__SUPPLIED DATA__
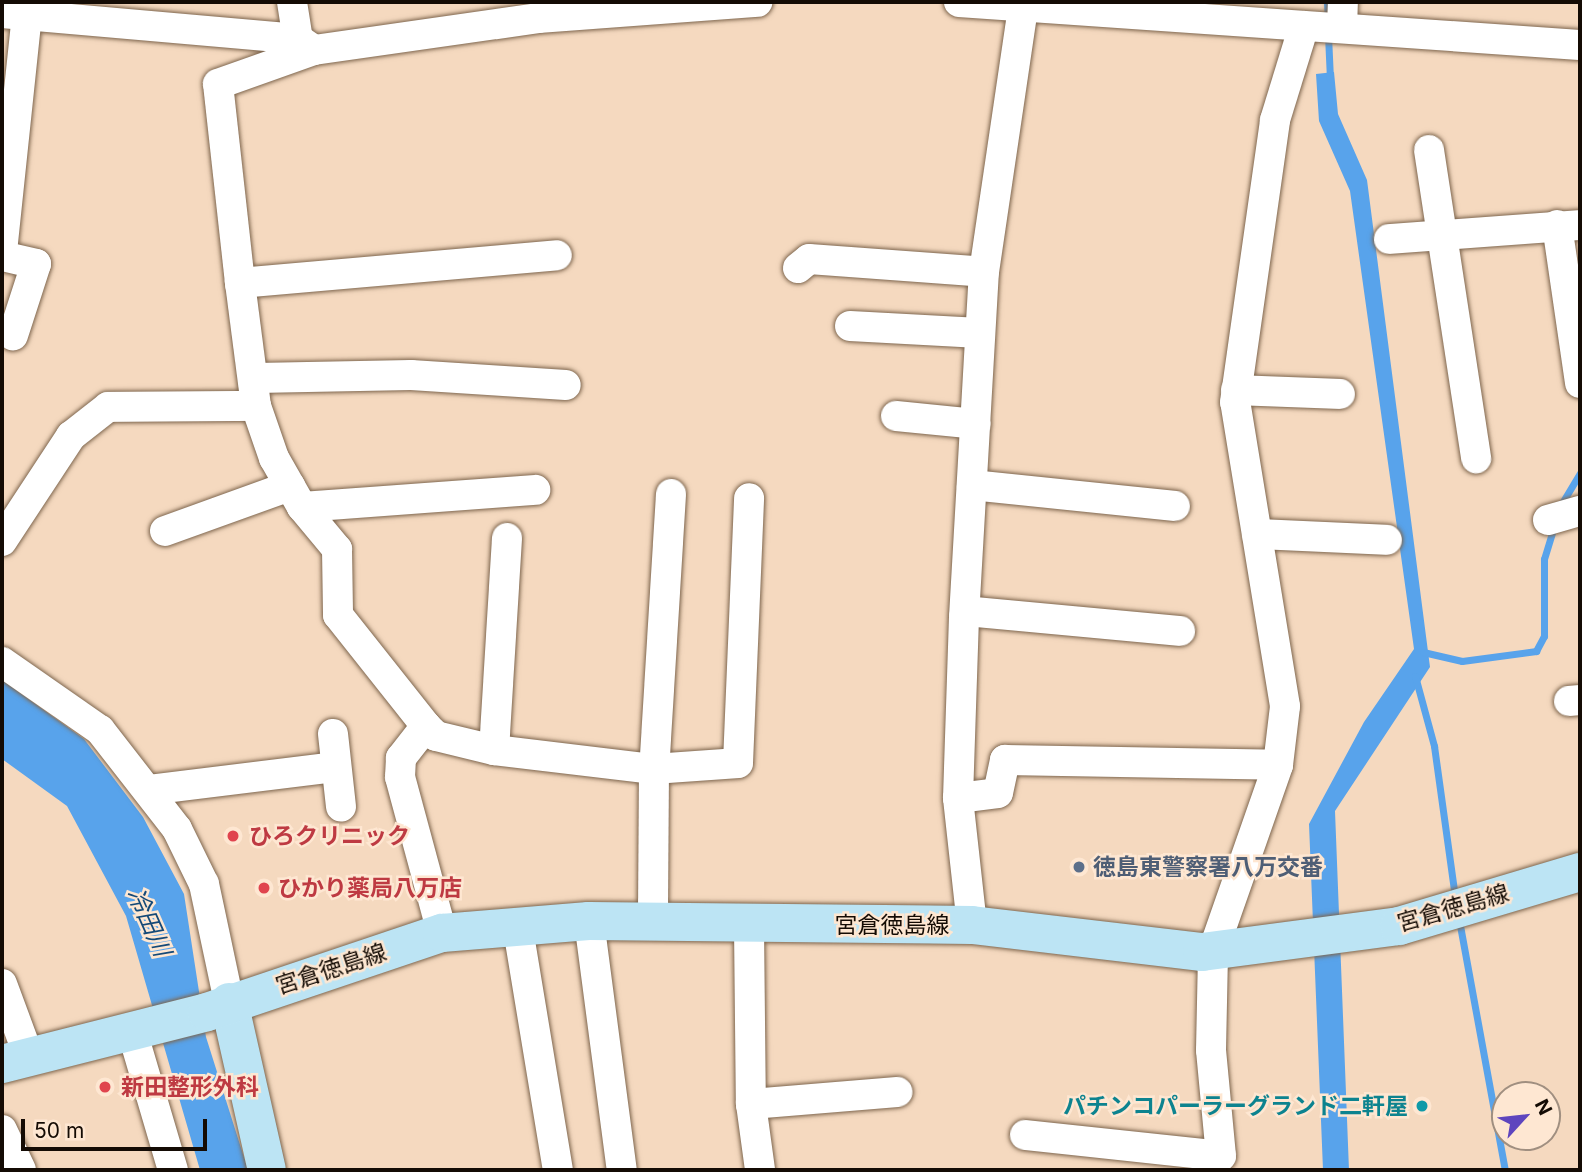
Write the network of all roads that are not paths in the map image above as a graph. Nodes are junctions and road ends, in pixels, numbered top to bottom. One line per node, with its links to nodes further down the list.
1 (292, 2): 11 (street)
2 (757, 2): 4 (street)
3 (959, 2): 6 (street)
4 (680, 5): 7 (street)
5 (1184, 8): 6 (street); 10 (street)
6 (1023, 9): 20 (street)
7 (538, 10): 11 (street)
8 (14, 14): 11 (street); 17 (street)
9 (1342, 15): 10 (street); 12 (street)
10 (1304, 26): 27 (street)
11 (306, 45): 21 (street)
12 (1580, 45)
13 (1429, 150): 15 (street)
14 (1569, 225): 15 (street); 25 (street)
15 (1441, 235): 16 (street); 32 (street)
16 (1389, 239)
17 (2, 254): 24 (street)
18 (558, 255): 21 (street)
19 (798, 268): 20 (street)
20 (984, 272): 23 (street)
21 (240, 283): 28 (street)
22 (850, 326): 23 (street)
23 (980, 333): 31 (street)
24 (13, 335)
25 (1580, 383)
26 (566, 385): 28 (street)
27 (1237, 390): 29 (street); 42 (street)
28 (256, 392): 36 (street); 45 (street)
29 (1340, 394)
30 (896, 416): 31 (street)
31 (976, 424): 33 (street)
32 (1476, 458)
33 (972, 485): 38 (street); 46 (street)
34 (535, 490): 36 (street)
35 (671, 494): 54 (street)
36 (296, 497): 41 (street); 49 (street)
37 (749, 498): 54 (street)
38 (1175, 506)
39 (1580, 511): 40 (street)
40 (1548, 520)
41 (165, 531)
42 (1257, 534): 44 (street); 52 (street)
43 (507, 538): 51 (street)
44 (1387, 540)
45 (2, 541)
46 (965, 611): 47 (street); 56 (street)
47 (1180, 631)
48 (2, 662): 55 (street)
49 (426, 726): 51 (street); 64 (street)
50 (332, 734): 53 (street)
51 (494, 750): 54 (street)
52 (1278, 765): 56 (street); 65 (street)
53 (334, 767): 55 (street); 57 (street)
54 (654, 769): 60 (street)
55 (148, 790): 67 (street)
56 (958, 798): 61 (street)
57 (341, 807)
58 (1580, 872): 65 (main road, 宮倉徳島線)
59 (589, 921): 60 (main road, 宮倉徳島線); 63 (main road, 宮倉徳島線); 79 (street)
60 (653, 923): 62 (main road, 宮倉徳島線)
61 (972, 925): 62 (main road, 宮倉徳島線); 65 (main road, 宮倉徳島線)
62 (749, 926): 71 (street)
63 (518, 929): 64 (main road, 宮倉徳島線); 78 (street)
64 (442, 933): 67 (main road, 宮倉徳島線)
65 (1213, 951): 74 (street)
66 (2, 984): 69 (street)
67 (218, 1007): 68 (main road, 宮倉徳島線); 77 (main road)
68 (143, 1028): 69 (main road); 76 (street)
69 (16, 1061)
70 (898, 1092): 71 (street)
71 (751, 1104): 80 (street)
72 (2, 1130): 75 (street)
73 (1025, 1135): 74 (street)
74 (1221, 1163)
75 (21, 1170)
76 (173, 1170)
77 (267, 1170)
78 (558, 1170)
79 (622, 1170)
80 (760, 1170)

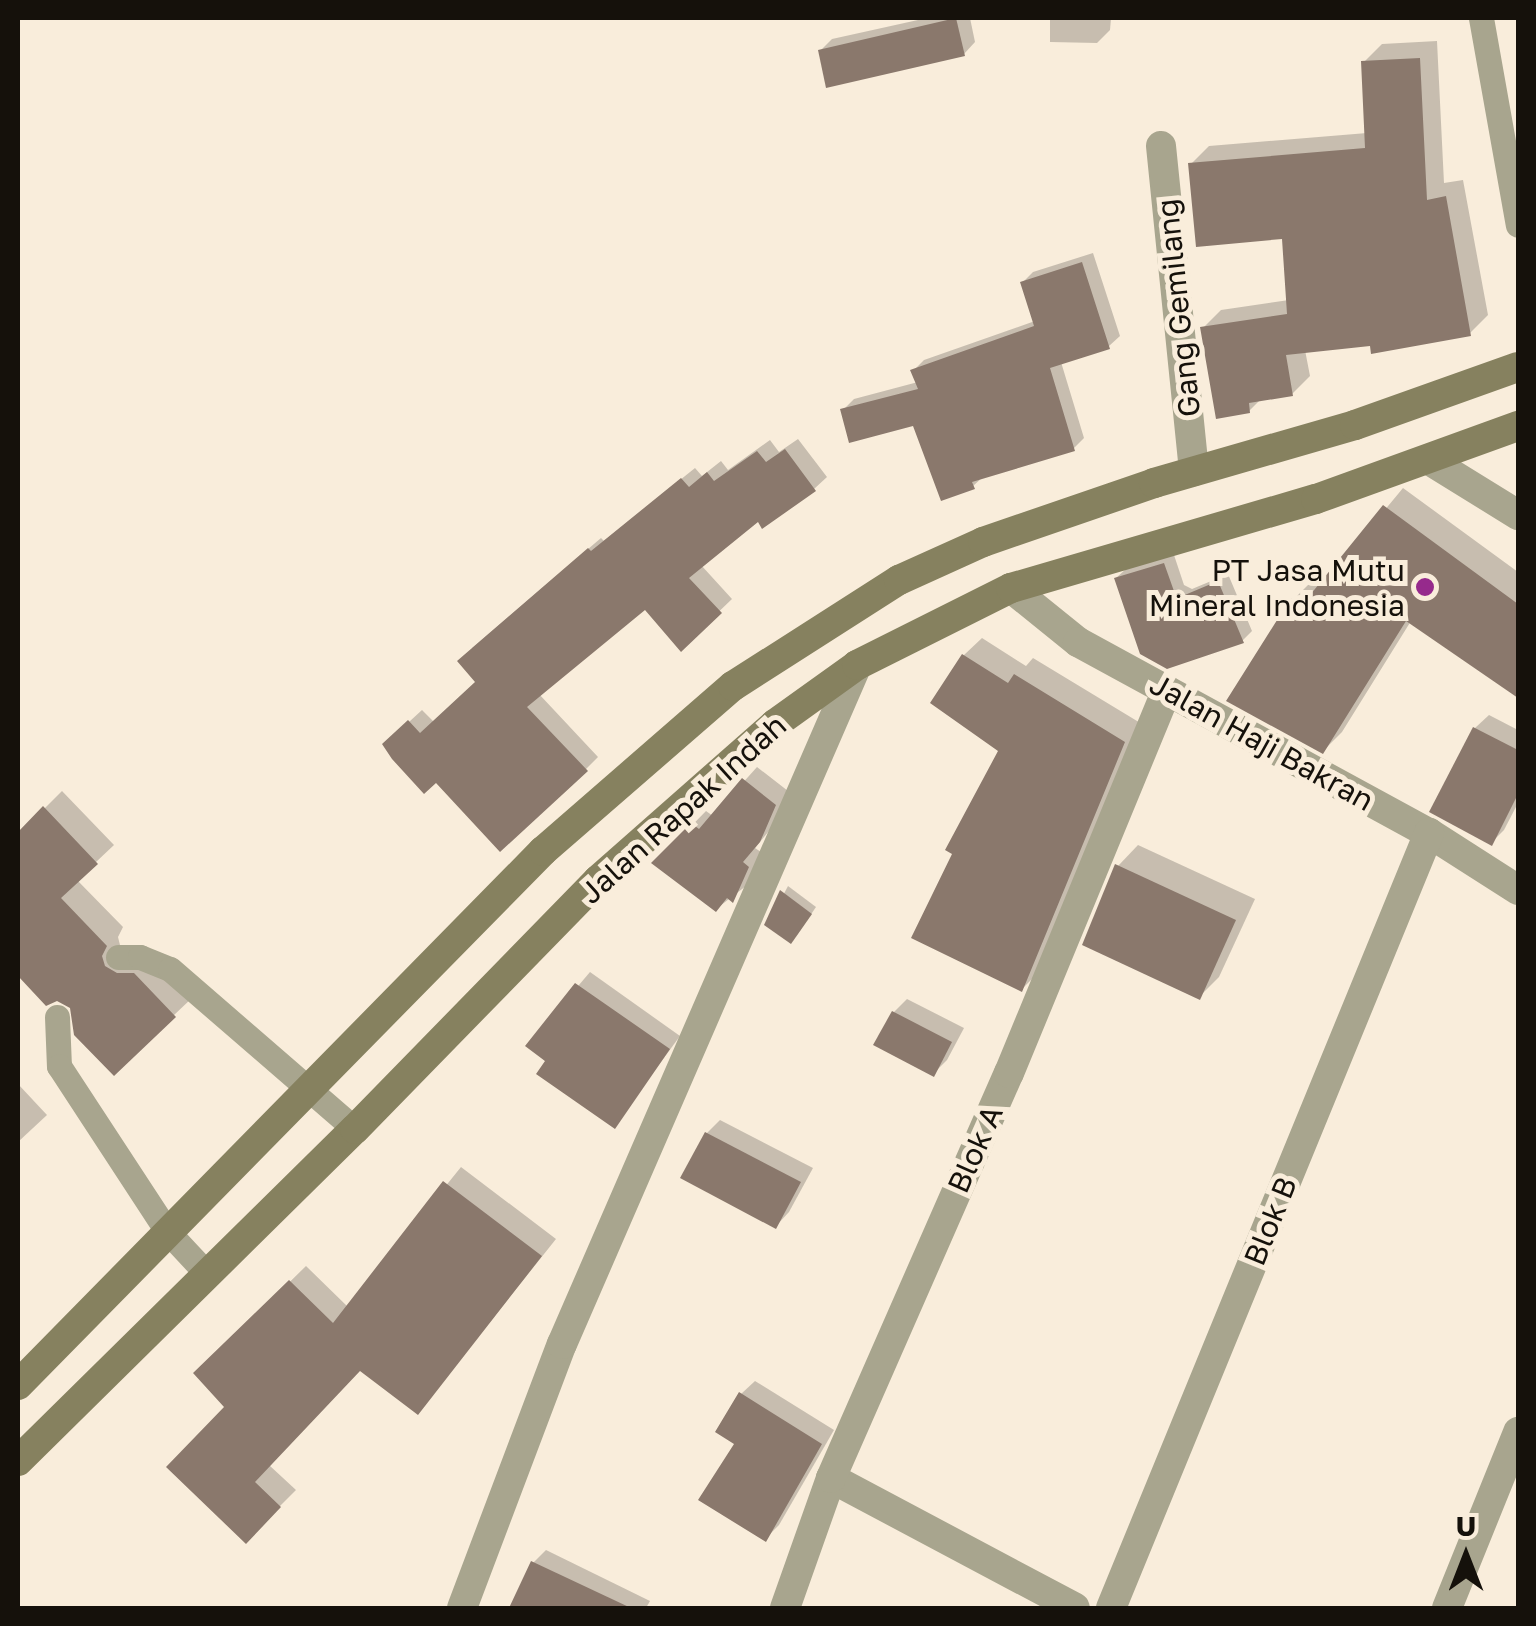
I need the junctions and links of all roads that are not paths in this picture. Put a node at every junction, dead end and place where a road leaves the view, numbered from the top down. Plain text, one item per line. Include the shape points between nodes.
1 (1481, 18) edge
2 (1162, 146) dead end
3 (1518, 225) edge
4 (1518, 367) edge
5 (1518, 426) edge
6 (1429, 460) junction
7 (1194, 471) junction
8 (1518, 515) edge
9 (1010, 588) junction
10 (856, 665) junction
11 (1167, 690) junction
12 (1430, 833) junction
13 (1518, 890) edge
14 (118, 957) dead end
15 (57, 1018) dead end
16 (306, 1090) junction
17 (355, 1129) junction
18 (167, 1231) junction
19 (208, 1274) junction
20 (18, 1385) edge
21 (1518, 1432) edge
22 (18, 1461) edge
23 (831, 1478) junction
24 (462, 1608) edge
25 (784, 1608) edge
26 (1075, 1608) edge
27 (1110, 1608) edge
28 (1447, 1608) edge

1 - 3 lane
2 - 7 street, Gang Gemilang
4 - 7 main road, Jalan Rapak Indah via 1355,426
5 - 6 main road, Jalan Rapak Indah
6 - 8 street
6 - 9 main road, Jalan Rapak Indah
7 - 16 main road, Jalan Rapak Indah via 983,542 900,580 733,686 542,851
9 - 10 main road, Jalan Rapak Indah
9 - 11 street, Jalan Haji Bakran via 1078,642
10 - 17 main road, Jalan Rapak Indah via 776,724 598,880
10 - 24 street via 562,1344
11 - 12 street, Jalan Haji Bakran
11 - 23 street, Blok A
12 - 13 street, Jalan Haji Bakran
12 - 27 street, Blok B
14 - 16 lane via 140,957 170,970
15 - 18 lane via 59,1066
16 - 17 lane
16 - 18 main road, Jalan Rapak Indah
17 - 19 main road, Jalan Rapak Indah
18 - 19 lane
18 - 20 main road, Jalan Rapak Indah
19 - 22 main road, Jalan Rapak Indah
21 - 28 street
23 - 25 street, Blok A
23 - 26 street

__DIRECTIONS FOR THIS TASK__
Please leave the images out and retype the rest of the material exactly.

__OUTPUT FOR THIS TASK__
Write the network of all roads that are not paths in the map image above as a graph. Nodes are junctions and road ends, in pixels, numbered top to bottom. One line per node, with its links to nodes further down the list.
1 (292, 2): 11 (street)
2 (757, 2): 4 (street)
3 (959, 2): 6 (street)
4 (680, 5): 7 (street)
5 (1184, 8): 6 (street); 10 (street)
6 (1023, 9): 20 (street)
7 (538, 10): 11 (street)
8 (14, 14): 11 (street); 17 (street)
9 (1342, 15): 10 (street); 12 (street)
10 (1304, 26): 27 (street)
11 (306, 45): 21 (street)
12 (1580, 45)
13 (1429, 150): 15 (street)
14 (1569, 225): 15 (street); 25 (street)
15 (1441, 235): 16 (street); 32 (street)
16 (1389, 239)
17 (2, 254): 24 (street)
18 (558, 255): 21 (street)
19 (798, 268): 20 (street)
20 (984, 272): 23 (street)
21 (240, 283): 28 (street)
22 (850, 326): 23 (street)
23 (980, 333): 31 (street)
24 (13, 335)
25 (1580, 383)
26 (566, 385): 28 (street)
27 (1237, 390): 29 (street); 42 (street)
28 (256, 392): 36 (street); 45 (street)
29 (1340, 394)
30 (896, 416): 31 (street)
31 (976, 424): 33 (street)
32 (1476, 458)
33 (972, 485): 38 (street); 46 (street)
34 (535, 490): 36 (street)
35 (671, 494): 54 (street)
36 (296, 497): 41 (street); 49 (street)
37 (749, 498): 54 (street)
38 (1175, 506)
39 (1580, 511): 40 (street)
40 (1548, 520)
41 (165, 531)
42 (1257, 534): 44 (street); 52 (street)
43 (507, 538): 51 (street)
44 (1387, 540)
45 (2, 541)
46 (965, 611): 47 (street); 56 (street)
47 (1180, 631)
48 (2, 662): 55 (street)
49 (426, 726): 51 (street); 64 (street)
50 (332, 734): 53 (street)
51 (494, 750): 54 (street)
52 (1278, 765): 56 (street); 65 (street)
53 (334, 767): 55 (street); 57 (street)
54 (654, 769): 60 (street)
55 (148, 790): 67 (street)
56 (958, 798): 61 (street)
57 (341, 807)
58 (1580, 872): 65 (main road, 宮倉徳島線)
59 (589, 921): 60 (main road, 宮倉徳島線); 63 (main road, 宮倉徳島線); 79 (street)
60 (653, 923): 62 (main road, 宮倉徳島線)
61 (972, 925): 62 (main road, 宮倉徳島線); 65 (main road, 宮倉徳島線)
62 (749, 926): 71 (street)
63 (518, 929): 64 (main road, 宮倉徳島線); 78 (street)
64 (442, 933): 67 (main road, 宮倉徳島線)
65 (1213, 951): 74 (street)
66 (2, 984): 69 (street)
67 (218, 1007): 68 (main road, 宮倉徳島線); 77 (main road)
68 (143, 1028): 69 (main road); 76 (street)
69 (16, 1061)
70 (898, 1092): 71 (street)
71 (751, 1104): 80 (street)
72 (2, 1130): 75 (street)
73 (1025, 1135): 74 (street)
74 (1221, 1163)
75 (21, 1170)
76 (173, 1170)
77 (267, 1170)
78 (558, 1170)
79 (622, 1170)
80 (760, 1170)

I need the junctions and links of all roads that are not paths in this picture. Put a node at every junction, dead end and place where a road leaves the view, numbered from the top down. Plain text, one item per line. Include the shape points between nodes.
1 (1481, 18) edge
2 (1162, 146) dead end
3 (1518, 225) edge
4 (1518, 367) edge
5 (1518, 426) edge
6 (1429, 460) junction
7 (1194, 471) junction
8 (1518, 515) edge
9 (1010, 588) junction
10 (856, 665) junction
11 (1167, 690) junction
12 (1430, 833) junction
13 (1518, 890) edge
14 (118, 957) dead end
15 (57, 1018) dead end
16 (306, 1090) junction
17 (355, 1129) junction
18 (167, 1231) junction
19 (208, 1274) junction
20 (18, 1385) edge
21 (1518, 1432) edge
22 (18, 1461) edge
23 (831, 1478) junction
24 (462, 1608) edge
25 (784, 1608) edge
26 (1075, 1608) edge
27 (1110, 1608) edge
28 (1447, 1608) edge

1 - 3 lane
2 - 7 street, Gang Gemilang
4 - 7 main road, Jalan Rapak Indah via 1355,426
5 - 6 main road, Jalan Rapak Indah
6 - 8 street
6 - 9 main road, Jalan Rapak Indah
7 - 16 main road, Jalan Rapak Indah via 983,542 900,580 733,686 542,851
9 - 10 main road, Jalan Rapak Indah
9 - 11 street, Jalan Haji Bakran via 1078,642
10 - 17 main road, Jalan Rapak Indah via 776,724 598,880
10 - 24 street via 562,1344
11 - 12 street, Jalan Haji Bakran
11 - 23 street, Blok A
12 - 13 street, Jalan Haji Bakran
12 - 27 street, Blok B
14 - 16 lane via 140,957 170,970
15 - 18 lane via 59,1066
16 - 17 lane
16 - 18 main road, Jalan Rapak Indah
17 - 19 main road, Jalan Rapak Indah
18 - 19 lane
18 - 20 main road, Jalan Rapak Indah
19 - 22 main road, Jalan Rapak Indah
21 - 28 street
23 - 25 street, Blok A
23 - 26 street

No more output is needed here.